PROVIDED MATERIAL: Begin
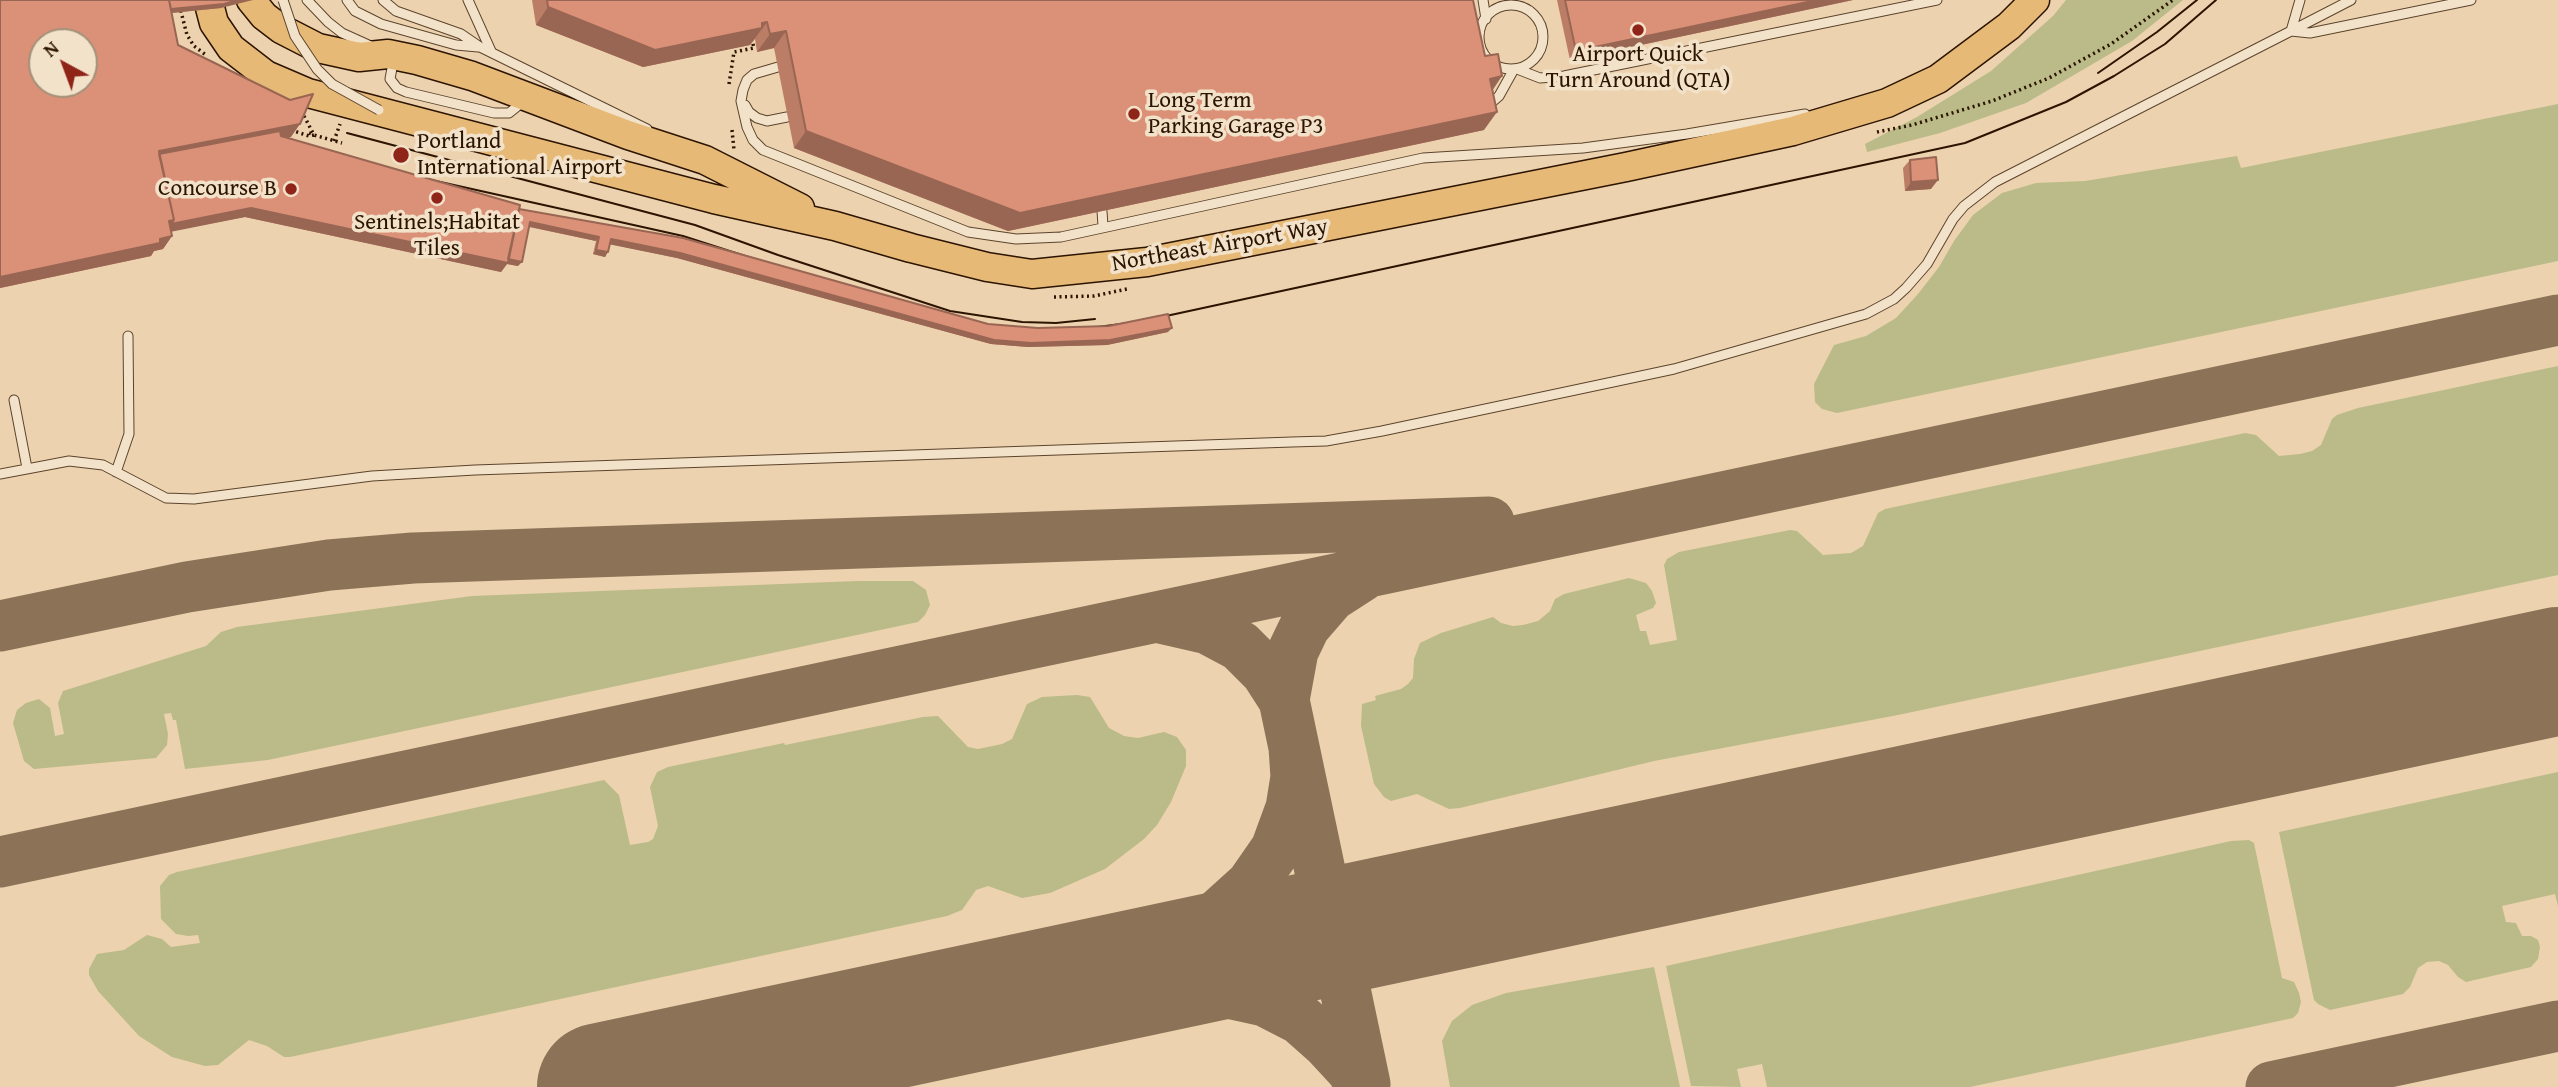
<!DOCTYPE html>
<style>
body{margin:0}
#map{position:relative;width:2558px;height:1087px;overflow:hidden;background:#ecd2ae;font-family:"Gentium Book Plus",serif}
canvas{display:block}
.north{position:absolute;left:28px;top:28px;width:70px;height:70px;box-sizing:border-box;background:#f3e2ca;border:2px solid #a39079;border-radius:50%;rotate:319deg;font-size:19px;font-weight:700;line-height:28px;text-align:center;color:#2c1400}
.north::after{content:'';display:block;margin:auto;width:24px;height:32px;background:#8f2418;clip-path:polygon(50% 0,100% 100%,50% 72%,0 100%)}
</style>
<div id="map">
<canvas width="2558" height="1087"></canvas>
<div class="north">N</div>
</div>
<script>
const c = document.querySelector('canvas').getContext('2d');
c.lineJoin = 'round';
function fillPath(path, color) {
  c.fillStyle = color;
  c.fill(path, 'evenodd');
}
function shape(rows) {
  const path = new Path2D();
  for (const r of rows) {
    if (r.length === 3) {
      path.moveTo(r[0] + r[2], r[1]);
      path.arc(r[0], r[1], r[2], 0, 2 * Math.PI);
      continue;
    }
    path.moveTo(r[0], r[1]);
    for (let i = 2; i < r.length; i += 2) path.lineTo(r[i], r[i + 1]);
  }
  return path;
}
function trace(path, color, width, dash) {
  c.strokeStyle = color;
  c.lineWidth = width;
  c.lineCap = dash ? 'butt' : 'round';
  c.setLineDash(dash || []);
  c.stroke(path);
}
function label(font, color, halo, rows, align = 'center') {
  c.font = font + ' "Gentium Book Plus",serif';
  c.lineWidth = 7;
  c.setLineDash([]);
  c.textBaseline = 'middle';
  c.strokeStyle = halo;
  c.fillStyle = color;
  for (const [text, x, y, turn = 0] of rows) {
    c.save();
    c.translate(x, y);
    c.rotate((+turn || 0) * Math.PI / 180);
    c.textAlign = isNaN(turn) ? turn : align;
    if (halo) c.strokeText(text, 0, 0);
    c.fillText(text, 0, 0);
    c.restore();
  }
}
const green = shape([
 [2066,0,2183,0,2132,41,2026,103,1940,133,1867,152,1865,144,1917,117,1991,71,2053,16],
 [2558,104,2558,261,1837,413,1822,409,1815,402,1814,384,1834,345,1866,336,1896,318,1918,294,1939,267,1954,241,1973,215,2002,193,2036,183,2085,181,2237,156,2241,168],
 [2558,366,2558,575,1898,715,1654,761,1460,808,1449,809,1417,794,1391,801,1384,797,1374,784,1361,726,1362,704,1376,700,1375,696,1401,689,1408,684,1413,678,1414,659,1420,643,1441,633,1493,617,1501,623,1513,626,1523,625,1538,621,1550,611,1555,599,1564,594,1629,578,1646,583,1652,591,1656,603,1653,608,1636,615,1640,631,1646,631,1650,645,1677,640,1664,565,1667,559,1679,552,1790,530,1797,531,1823,555,1851,553,1863,546,1878,513,1885,509,2245,433,2256,435,2279,456,2300,454,2312,451,2321,445,2332,419,2337,415,2358,408],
 [858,581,913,581,926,590,930,605,925,615,918,622,268,760,185,769,176,720,173,720,171,713,164,714,168,734,167,745,156,758,34,769,24,761,13,723,17,710,26,703,39,699,50,708,55,736,64,734,58,703,63,691,206,646,221,632,237,627,472,596],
 [1077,695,1090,697,1109,728,1124,736,1138,738,1164,732,1177,737,1186,750,1186,766,1171,802,1157,825,1144,839,1105,869,1050,893,1022,898,988,886,976,890,962,910,947,916,290,1057,284,1057,267,1046,249,1040,218,1065,205,1066,172,1057,139,1036,98,991,89,975,89,969,97,954,124,950,147,935,162,939,171,947,200,943,198,935,188,936,176,934,161,919,160,886,169,875,177,872,604,780,619,795,630,845,648,842,653,839,658,826,650,787,657,772,668,767,784,743,785,745,923,717,938,716,968,747,978,749,1002,744,1012,739,1027,704,1042,697],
 [2558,772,2558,906,2555,894,2502,906,2506,922,2516,923,2522,936,2531,936,2538,940,2540,947,2538,959,2531,967,2466,982,2458,977,2448,965,2439,961,2427,962,2418,968,2410,987,2403,994,2330,1010,2318,1004,2314,1000,2279,832],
 [2249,840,2254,843,2282,978,2294,982,2299,993,2301,1002,2298,1013,2293,1018,1970,1087,1767,1087,1762,1064,1737,1069,1741,1087,1691,1086,1666,966,2231,841],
 [1654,967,1680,1087,1450,1087,1442,1041,1452,1021,1472,1005,1506,993]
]);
const taxiway = shape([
 [1160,618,1208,629,1240,646,1266,672,1284,700,1365,1084],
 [0,626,187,587,329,565,413,558,1489,522],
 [1284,700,1293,651,1305,626,1331,596,1362,576],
 [1294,747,1296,777,1291,808,1276,849,1251,885,1209,923,1158,952,1074,986,1160,985,1215,990,1265,1001,1300,1019,1327,1043,1353,1071,1360,1087],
 [0,862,2558,320],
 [2271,1087,2558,1026]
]);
const runway = shape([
 [601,1087,2558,671]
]);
const path = shape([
 [178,0,187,35,194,46,206,55],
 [729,84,734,52,754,48,752,40],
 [304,116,314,135,342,143],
 [291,130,309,136,314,135,309,133],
 [732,130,734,150],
 [1877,132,1912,125,1992,101,2049,78,2111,44,2173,0],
 [334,141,340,124],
 [1054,297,1094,296,1127,289]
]);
const service = shape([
 [307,0,328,22,342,33,373,47],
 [347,0,355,11,381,24,456,45,478,47],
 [383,0,396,11,461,34,480,47,647,129],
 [468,0,491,51],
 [1483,0,1486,19],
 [2300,0,2291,31,2351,0],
 [1511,37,32],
 [394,57,390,79,397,88,406,92,494,113,509,113,524,101],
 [778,67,754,74,747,80,743,90,741,101,747,127,753,140,763,150,968,232,1016,239,1061,237,1423,158,1583,148,1687,134,1805,114],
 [1517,69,1540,78,1564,76,1937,0],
 [745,105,749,112,757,118,767,121,787,117],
 [1485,108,1499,96,1514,69],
 [1102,211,1103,226],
 [14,400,27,468],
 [116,472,129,434,128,336],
 [0,474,69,461,103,465,166,498,194,499,372,476,475,470,1292,442,1326,441,1382,431,1674,369,1866,314,1894,299,1906,288,1927,264,1953,219,1964,206,1995,182,2291,31,2310,33,2471,0]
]);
const primary = shape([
 [208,0,214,23,231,48,266,75,308,93,714,199,835,226,911,248,987,267,1032,274,1147,262,1626,167,1793,131,1887,103,1938,79,2009,26,2035,0],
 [251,0,264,16,281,29,318,48,359,57,388,54,417,60,472,76,628,135,705,160,800,208]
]);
const tram = shape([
 [2098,73,2157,32,2197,0],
 [347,133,695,225,778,255,950,311,1022,322,1056,323,1095,319],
 [427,179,683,236,770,264],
 [1083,329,1143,321,1965,143,2066,102,2114,76,2165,44,2216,0]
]);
const serviceBridge = shape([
 [283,0,295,36,317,69,332,84,379,110]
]);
const wall = shape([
 [0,0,221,8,172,13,178,45,291,137,287,137,519,209,988,324,1038,328,1168,332,1107,345,1028,347,991,344,677,258,610,244,605,257,593,254,596,241,529,227,518,266,507,264,501,272,245,217,171,231,172,236,163,249,154,251,151,256,0,288],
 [532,0,1473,0,1492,90,1484,130,1008,231,794,148,774,48,757,52,755,39,750,45,643,67,536,25],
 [1557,0,1853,0,1570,60],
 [1910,160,1931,189,1905,191,1903,168]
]);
const shadedWall = shape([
 [238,0,253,0,221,8,160,14,163,9],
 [1817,0,1853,0,1570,60,1576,51],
 [548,7,762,23,767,22,750,45,643,67,536,25],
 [786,31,774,48,757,52,770,34],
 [1502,76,1490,94,1490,79],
 [1497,112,1484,130,1008,231,794,148,806,131],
 [300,124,291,137,157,162,159,151],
 [1938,180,1931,189,1905,191,1911,182],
 [251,208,507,259,522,262,518,266,507,264,501,272,245,217,160,234,169,221],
 [530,222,599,237,596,241,526,226],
 [172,236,163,249,154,251,151,256,0,288,0,277],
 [611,239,680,253,994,340,1172,328,1168,332,1107,345,1028,347,991,344,677,258,608,244],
 [596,250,608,252,605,257,593,254]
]);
const building = shape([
 [0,0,169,0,178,45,290,100,313,94,300,124,159,151,174,220,169,221,172,236,160,239,160,243,0,277,0,0],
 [42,42,84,42,84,84,42,84,42,42],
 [169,0,238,0,224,4,171,9,169,0],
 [547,0,1473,0,1485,56,1498,54,1502,76,1490,79,1497,112,1020,213,806,131,786,31,770,34,767,22,762,23,762,28,655,50,548,7,547,0],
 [1565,0,1817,0,1576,51,1565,0],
 [280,131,281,136,520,205,508,263,251,208,171,224,174,220,159,154,280,131],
 [1936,157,1938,180,1911,182,1910,160,1936,157],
 [519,209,683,238,988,324,1038,328,1109,326,1168,314,1172,328,1110,340,1031,343,994,340,680,253,611,239,608,252,596,250,599,237,530,222,522,262,508,259,519,209]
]);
const markers = [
 [1638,30,7,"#8f2418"],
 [1134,114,7,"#8f2418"],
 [401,155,9,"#8f2418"],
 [291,189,7,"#8f2418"],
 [437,198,7,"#8f2418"]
];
const poiNames = [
 ["Airport Quick",1638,55],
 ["Turn Around (QTA)",1638,81],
 ["Long Term",1148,101,"left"],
 ["Parking Garage P3",1148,127,"left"],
 ["Portland",417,142,"left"],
 ["International Airport",417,168,"left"],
 ["Concourse B",277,189,"right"],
 ["Sentinels;Habitat",437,223],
 ["Tiles",437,249]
];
const streetNames = [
 ["Northeast Airport Way",1220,246,-10]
];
fillPath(green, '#babb89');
trace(taxiway, '#8c7357', 51);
trace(runway, '#8c7357', 128);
trace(service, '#5c442c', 11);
trace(primary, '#2c1400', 31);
trace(path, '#2c1400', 3.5, [2, 3.5]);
trace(service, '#f3e2ca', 9);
trace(primary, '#e6b977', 28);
trace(tram, '#2c1400', 2);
trace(serviceBridge, '#5c442c', 11, []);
trace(serviceBridge, '#f3e2ca', 9);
fillPath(wall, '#bc7d67');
fillPath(shadedWall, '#996654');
fillPath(building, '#db9178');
trace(building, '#996654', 2);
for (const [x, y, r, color] of markers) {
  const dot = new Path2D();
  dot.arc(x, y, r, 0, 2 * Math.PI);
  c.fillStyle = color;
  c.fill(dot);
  trace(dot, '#f3e2ca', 2.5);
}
label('23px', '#2c1400', '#f3e2ca', poiNames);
label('23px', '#2c1400', '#f3e2ca', streetNames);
</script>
PROVIDED MATERIAL: End
**WHAT IS NEEDED**
Would you please copy exactly the part of the entries above that begins at the line containing "c.font = font" and ends at the line containing "c.translate(x, y);", both lines included?

**PROBLEM SOLUTION**
  c.font = font + ' "Gentium Book Plus",serif';
  c.lineWidth = 7;
  c.setLineDash([]);
  c.textBaseline = 'middle';
  c.strokeStyle = halo;
  c.fillStyle = color;
  for (const [text, x, y, turn = 0] of rows) {
    c.save();
    c.translate(x, y);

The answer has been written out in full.